## ACTIVITY
The entries that follow should be reproduced exactly, with no images carried over.

## SOURCE RECORDS
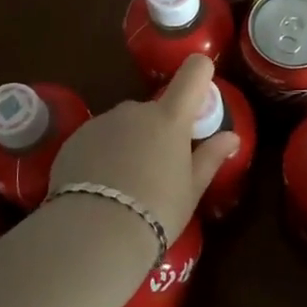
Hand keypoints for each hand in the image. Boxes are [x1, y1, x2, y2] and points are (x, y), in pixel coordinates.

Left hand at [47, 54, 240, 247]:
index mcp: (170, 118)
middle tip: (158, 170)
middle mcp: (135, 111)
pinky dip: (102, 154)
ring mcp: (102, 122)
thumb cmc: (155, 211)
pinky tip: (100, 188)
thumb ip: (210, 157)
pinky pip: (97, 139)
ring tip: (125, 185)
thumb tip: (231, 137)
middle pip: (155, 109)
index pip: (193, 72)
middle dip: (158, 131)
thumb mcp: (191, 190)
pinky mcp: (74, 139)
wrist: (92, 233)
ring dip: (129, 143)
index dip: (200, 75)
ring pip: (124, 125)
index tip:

## ANSWER AREA
Hand keypoints for each hand in the image. Boxes are [x1, y1, x2, y2] and points are (x, y), in pixel coordinates.

Left hand at [47, 54, 240, 247]:
index mcp: (170, 118)
middle tip: (158, 170)
middle mcp: (135, 111)
pinky dip: (102, 154)
ring mcp: (102, 122)
thumb cmc: (155, 211)
pinky tip: (100, 188)
thumb ip: (210, 157)
pinky pip: (97, 139)
ring tip: (125, 185)
thumb tip: (231, 137)
middle pip: (155, 109)
index pip: (193, 72)
middle dip: (158, 131)
thumb mcp: (191, 190)
pinky mcp: (74, 139)
wrist: (92, 233)
ring dip: (129, 143)
index dip: (200, 75)
ring pip: (124, 125)
index tip:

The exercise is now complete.